What to work on ::
Line by line, copy the entries exactly, excluding the pictures.

##### Available records

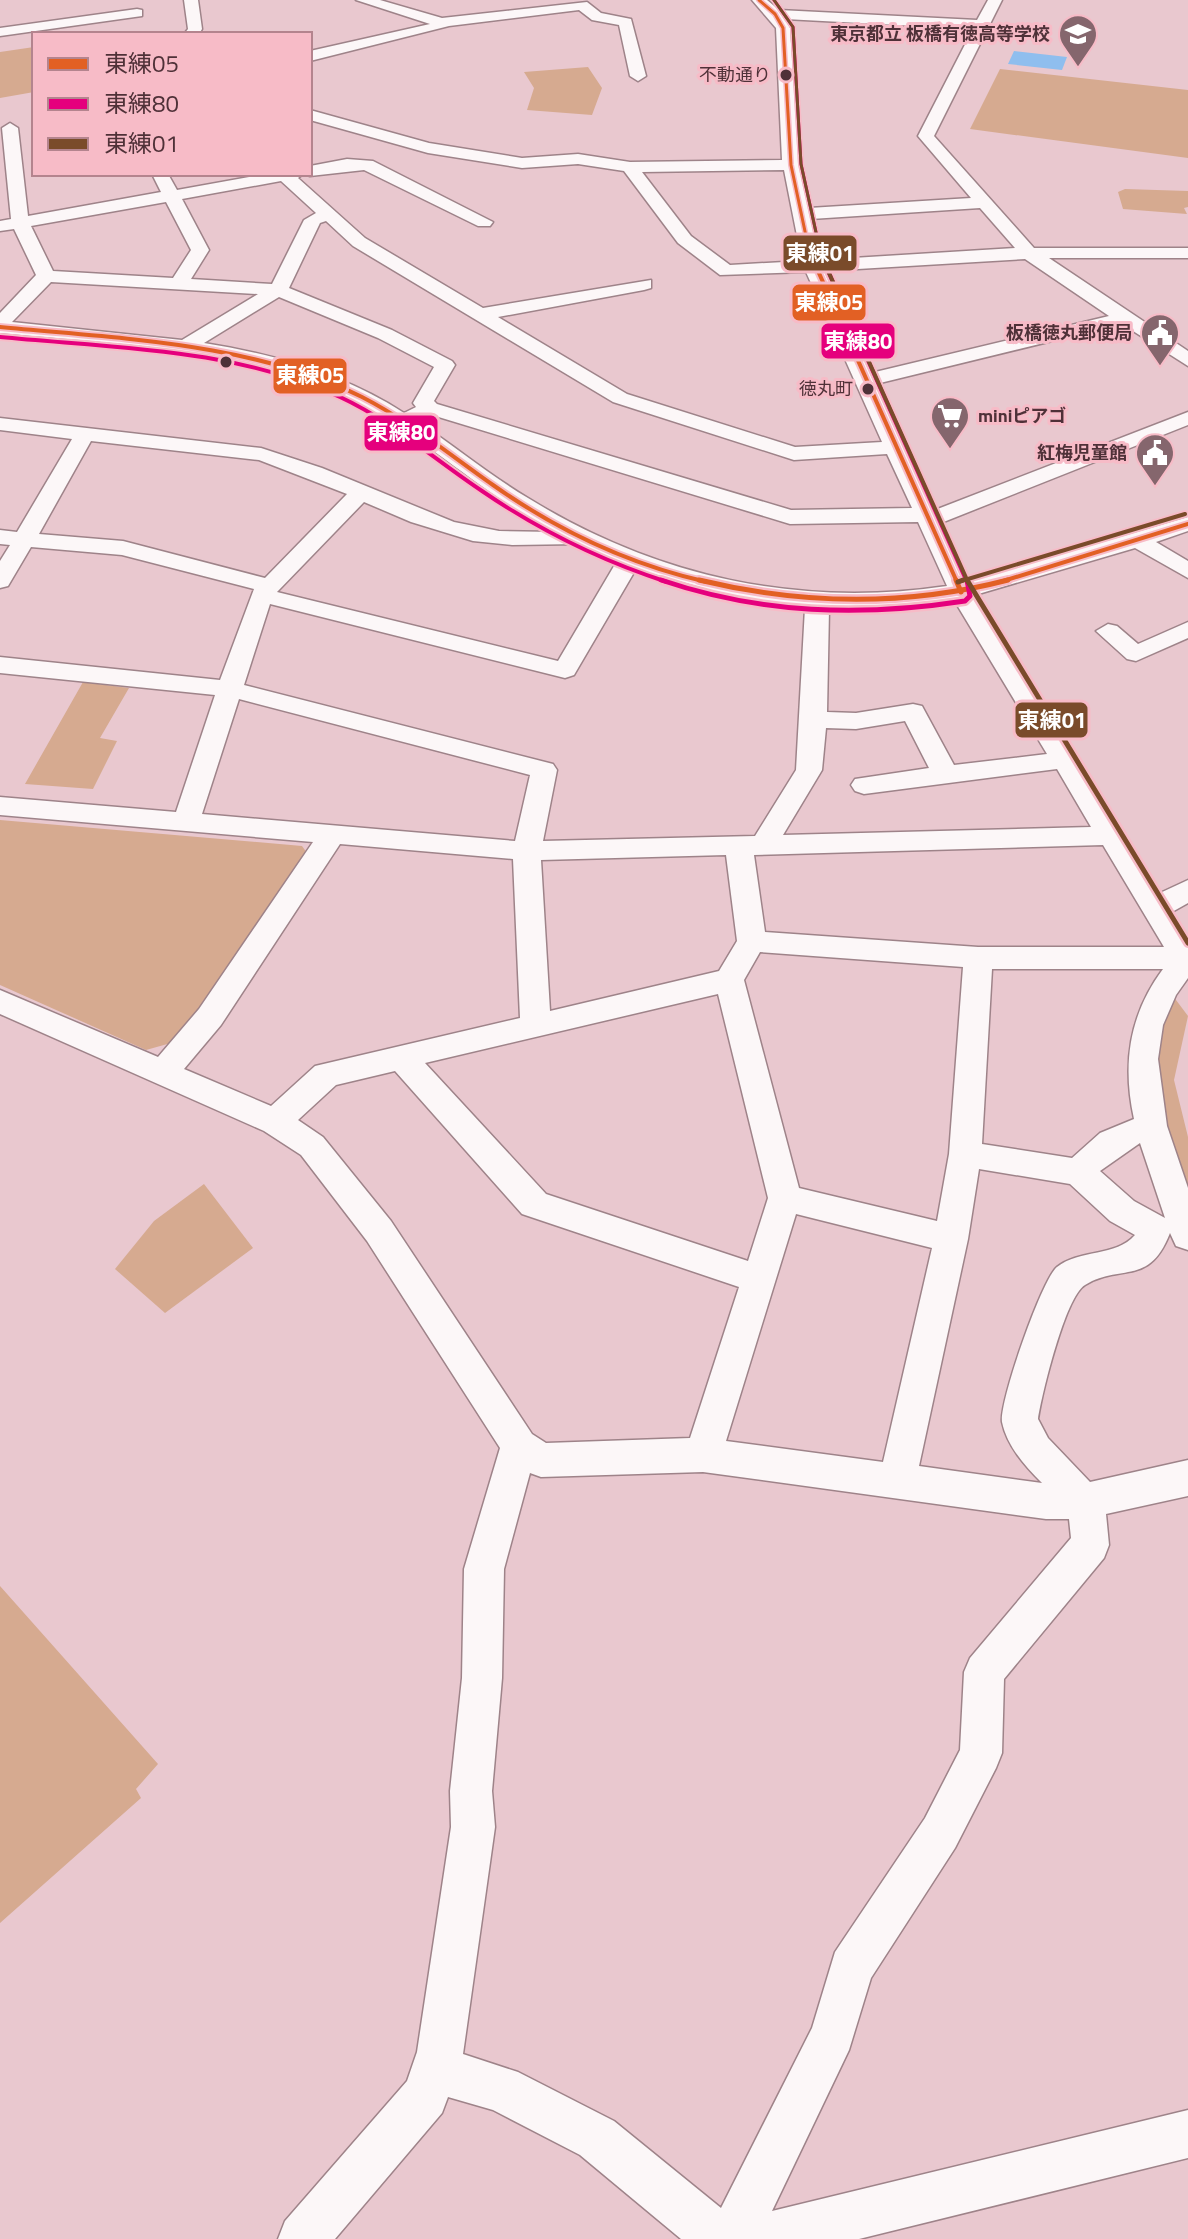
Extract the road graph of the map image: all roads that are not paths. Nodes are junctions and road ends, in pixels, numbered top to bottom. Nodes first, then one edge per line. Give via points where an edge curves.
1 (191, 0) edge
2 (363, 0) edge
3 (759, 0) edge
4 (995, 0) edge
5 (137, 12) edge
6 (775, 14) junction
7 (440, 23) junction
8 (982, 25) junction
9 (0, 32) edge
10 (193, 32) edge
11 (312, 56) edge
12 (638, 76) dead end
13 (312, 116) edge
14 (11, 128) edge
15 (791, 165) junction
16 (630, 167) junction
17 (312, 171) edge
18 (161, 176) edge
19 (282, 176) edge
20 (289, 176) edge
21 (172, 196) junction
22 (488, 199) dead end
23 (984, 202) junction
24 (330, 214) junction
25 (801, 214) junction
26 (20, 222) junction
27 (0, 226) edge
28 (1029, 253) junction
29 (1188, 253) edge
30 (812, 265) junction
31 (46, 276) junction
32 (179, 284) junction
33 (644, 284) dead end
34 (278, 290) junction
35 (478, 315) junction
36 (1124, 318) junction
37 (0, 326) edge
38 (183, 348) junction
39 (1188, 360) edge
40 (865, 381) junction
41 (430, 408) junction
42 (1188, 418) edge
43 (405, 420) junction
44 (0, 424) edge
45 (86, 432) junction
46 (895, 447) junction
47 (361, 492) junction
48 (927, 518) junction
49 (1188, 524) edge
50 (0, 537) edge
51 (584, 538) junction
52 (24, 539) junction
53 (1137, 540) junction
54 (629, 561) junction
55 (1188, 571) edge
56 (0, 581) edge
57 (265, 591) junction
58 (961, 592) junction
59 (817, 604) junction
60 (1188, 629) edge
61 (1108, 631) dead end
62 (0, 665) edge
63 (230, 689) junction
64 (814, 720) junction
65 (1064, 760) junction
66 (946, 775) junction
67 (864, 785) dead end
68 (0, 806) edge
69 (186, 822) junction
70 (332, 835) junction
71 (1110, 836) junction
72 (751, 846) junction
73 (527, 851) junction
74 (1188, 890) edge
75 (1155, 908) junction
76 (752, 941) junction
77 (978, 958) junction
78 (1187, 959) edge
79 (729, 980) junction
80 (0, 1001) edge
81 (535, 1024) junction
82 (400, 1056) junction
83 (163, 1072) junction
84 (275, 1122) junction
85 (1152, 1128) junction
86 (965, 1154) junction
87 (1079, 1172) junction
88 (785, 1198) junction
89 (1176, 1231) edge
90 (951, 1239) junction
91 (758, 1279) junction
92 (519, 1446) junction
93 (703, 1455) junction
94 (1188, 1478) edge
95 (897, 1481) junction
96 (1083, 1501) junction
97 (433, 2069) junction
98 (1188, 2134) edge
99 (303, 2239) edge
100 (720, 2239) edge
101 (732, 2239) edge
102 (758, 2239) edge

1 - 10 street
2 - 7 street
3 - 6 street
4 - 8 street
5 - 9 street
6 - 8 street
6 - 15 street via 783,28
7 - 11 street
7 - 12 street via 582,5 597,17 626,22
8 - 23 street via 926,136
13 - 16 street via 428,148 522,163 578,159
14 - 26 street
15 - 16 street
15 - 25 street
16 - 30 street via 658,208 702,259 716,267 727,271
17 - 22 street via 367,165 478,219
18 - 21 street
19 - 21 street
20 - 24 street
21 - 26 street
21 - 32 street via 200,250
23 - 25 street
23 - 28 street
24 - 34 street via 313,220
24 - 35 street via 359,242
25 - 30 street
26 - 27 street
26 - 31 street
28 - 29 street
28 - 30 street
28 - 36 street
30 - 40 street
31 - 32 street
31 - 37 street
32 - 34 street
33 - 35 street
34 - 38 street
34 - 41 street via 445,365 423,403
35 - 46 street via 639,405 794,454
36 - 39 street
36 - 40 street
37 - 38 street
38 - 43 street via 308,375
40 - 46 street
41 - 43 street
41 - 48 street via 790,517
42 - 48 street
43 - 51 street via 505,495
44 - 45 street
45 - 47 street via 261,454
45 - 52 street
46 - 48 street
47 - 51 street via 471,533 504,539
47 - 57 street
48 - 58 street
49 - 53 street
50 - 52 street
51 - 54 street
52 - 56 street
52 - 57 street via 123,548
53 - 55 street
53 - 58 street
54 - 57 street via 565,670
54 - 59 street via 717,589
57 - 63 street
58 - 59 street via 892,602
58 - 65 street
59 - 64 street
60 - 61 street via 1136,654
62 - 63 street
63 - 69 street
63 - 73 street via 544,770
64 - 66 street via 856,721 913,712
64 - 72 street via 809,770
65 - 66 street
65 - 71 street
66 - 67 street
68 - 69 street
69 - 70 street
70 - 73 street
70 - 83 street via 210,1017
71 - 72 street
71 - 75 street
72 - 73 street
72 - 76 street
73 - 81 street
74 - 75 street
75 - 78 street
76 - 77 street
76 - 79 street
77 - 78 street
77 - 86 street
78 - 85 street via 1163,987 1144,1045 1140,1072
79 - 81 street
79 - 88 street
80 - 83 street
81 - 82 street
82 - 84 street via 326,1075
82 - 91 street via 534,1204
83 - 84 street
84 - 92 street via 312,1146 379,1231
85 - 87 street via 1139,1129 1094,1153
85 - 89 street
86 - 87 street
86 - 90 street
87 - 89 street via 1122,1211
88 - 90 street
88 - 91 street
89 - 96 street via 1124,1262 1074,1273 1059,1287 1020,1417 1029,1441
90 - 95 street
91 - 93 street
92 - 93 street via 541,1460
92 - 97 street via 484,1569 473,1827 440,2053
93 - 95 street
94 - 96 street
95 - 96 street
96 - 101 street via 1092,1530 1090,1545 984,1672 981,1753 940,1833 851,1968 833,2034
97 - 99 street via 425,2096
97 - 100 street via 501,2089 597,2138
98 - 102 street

##########

Finished exercise ::
Extract the road graph of the map image: all roads that are not paths. Nodes are junctions and road ends, in pixels, numbered top to bottom. Nodes first, then one edge per line. Give via points where an edge curves.
1 (191, 0) edge
2 (363, 0) edge
3 (759, 0) edge
4 (995, 0) edge
5 (137, 12) edge
6 (775, 14) junction
7 (440, 23) junction
8 (982, 25) junction
9 (0, 32) edge
10 (193, 32) edge
11 (312, 56) edge
12 (638, 76) dead end
13 (312, 116) edge
14 (11, 128) edge
15 (791, 165) junction
16 (630, 167) junction
17 (312, 171) edge
18 (161, 176) edge
19 (282, 176) edge
20 (289, 176) edge
21 (172, 196) junction
22 (488, 199) dead end
23 (984, 202) junction
24 (330, 214) junction
25 (801, 214) junction
26 (20, 222) junction
27 (0, 226) edge
28 (1029, 253) junction
29 (1188, 253) edge
30 (812, 265) junction
31 (46, 276) junction
32 (179, 284) junction
33 (644, 284) dead end
34 (278, 290) junction
35 (478, 315) junction
36 (1124, 318) junction
37 (0, 326) edge
38 (183, 348) junction
39 (1188, 360) edge
40 (865, 381) junction
41 (430, 408) junction
42 (1188, 418) edge
43 (405, 420) junction
44 (0, 424) edge
45 (86, 432) junction
46 (895, 447) junction
47 (361, 492) junction
48 (927, 518) junction
49 (1188, 524) edge
50 (0, 537) edge
51 (584, 538) junction
52 (24, 539) junction
53 (1137, 540) junction
54 (629, 561) junction
55 (1188, 571) edge
56 (0, 581) edge
57 (265, 591) junction
58 (961, 592) junction
59 (817, 604) junction
60 (1188, 629) edge
61 (1108, 631) dead end
62 (0, 665) edge
63 (230, 689) junction
64 (814, 720) junction
65 (1064, 760) junction
66 (946, 775) junction
67 (864, 785) dead end
68 (0, 806) edge
69 (186, 822) junction
70 (332, 835) junction
71 (1110, 836) junction
72 (751, 846) junction
73 (527, 851) junction
74 (1188, 890) edge
75 (1155, 908) junction
76 (752, 941) junction
77 (978, 958) junction
78 (1187, 959) edge
79 (729, 980) junction
80 (0, 1001) edge
81 (535, 1024) junction
82 (400, 1056) junction
83 (163, 1072) junction
84 (275, 1122) junction
85 (1152, 1128) junction
86 (965, 1154) junction
87 (1079, 1172) junction
88 (785, 1198) junction
89 (1176, 1231) edge
90 (951, 1239) junction
91 (758, 1279) junction
92 (519, 1446) junction
93 (703, 1455) junction
94 (1188, 1478) edge
95 (897, 1481) junction
96 (1083, 1501) junction
97 (433, 2069) junction
98 (1188, 2134) edge
99 (303, 2239) edge
100 (720, 2239) edge
101 (732, 2239) edge
102 (758, 2239) edge

1 - 10 street
2 - 7 street
3 - 6 street
4 - 8 street
5 - 9 street
6 - 8 street
6 - 15 street via 783,28
7 - 11 street
7 - 12 street via 582,5 597,17 626,22
8 - 23 street via 926,136
13 - 16 street via 428,148 522,163 578,159
14 - 26 street
15 - 16 street
15 - 25 street
16 - 30 street via 658,208 702,259 716,267 727,271
17 - 22 street via 367,165 478,219
18 - 21 street
19 - 21 street
20 - 24 street
21 - 26 street
21 - 32 street via 200,250
23 - 25 street
23 - 28 street
24 - 34 street via 313,220
24 - 35 street via 359,242
25 - 30 street
26 - 27 street
26 - 31 street
28 - 29 street
28 - 30 street
28 - 36 street
30 - 40 street
31 - 32 street
31 - 37 street
32 - 34 street
33 - 35 street
34 - 38 street
34 - 41 street via 445,365 423,403
35 - 46 street via 639,405 794,454
36 - 39 street
36 - 40 street
37 - 38 street
38 - 43 street via 308,375
40 - 46 street
41 - 43 street
41 - 48 street via 790,517
42 - 48 street
43 - 51 street via 505,495
44 - 45 street
45 - 47 street via 261,454
45 - 52 street
46 - 48 street
47 - 51 street via 471,533 504,539
47 - 57 street
48 - 58 street
49 - 53 street
50 - 52 street
51 - 54 street
52 - 56 street
52 - 57 street via 123,548
53 - 55 street
53 - 58 street
54 - 57 street via 565,670
54 - 59 street via 717,589
57 - 63 street
58 - 59 street via 892,602
58 - 65 street
59 - 64 street
60 - 61 street via 1136,654
62 - 63 street
63 - 69 street
63 - 73 street via 544,770
64 - 66 street via 856,721 913,712
64 - 72 street via 809,770
65 - 66 street
65 - 71 street
66 - 67 street
68 - 69 street
69 - 70 street
70 - 73 street
70 - 83 street via 210,1017
71 - 72 street
71 - 75 street
72 - 73 street
72 - 76 street
73 - 81 street
74 - 75 street
75 - 78 street
76 - 77 street
76 - 79 street
77 - 78 street
77 - 86 street
78 - 85 street via 1163,987 1144,1045 1140,1072
79 - 81 street
79 - 88 street
80 - 83 street
81 - 82 street
82 - 84 street via 326,1075
82 - 91 street via 534,1204
83 - 84 street
84 - 92 street via 312,1146 379,1231
85 - 87 street via 1139,1129 1094,1153
85 - 89 street
86 - 87 street
86 - 90 street
87 - 89 street via 1122,1211
88 - 90 street
88 - 91 street
89 - 96 street via 1124,1262 1074,1273 1059,1287 1020,1417 1029,1441
90 - 95 street
91 - 93 street
92 - 93 street via 541,1460
92 - 97 street via 484,1569 473,1827 440,2053
93 - 95 street
94 - 96 street
95 - 96 street
96 - 101 street via 1092,1530 1090,1545 984,1672 981,1753 940,1833 851,1968 833,2034
97 - 99 street via 425,2096
97 - 100 street via 501,2089 597,2138
98 - 102 street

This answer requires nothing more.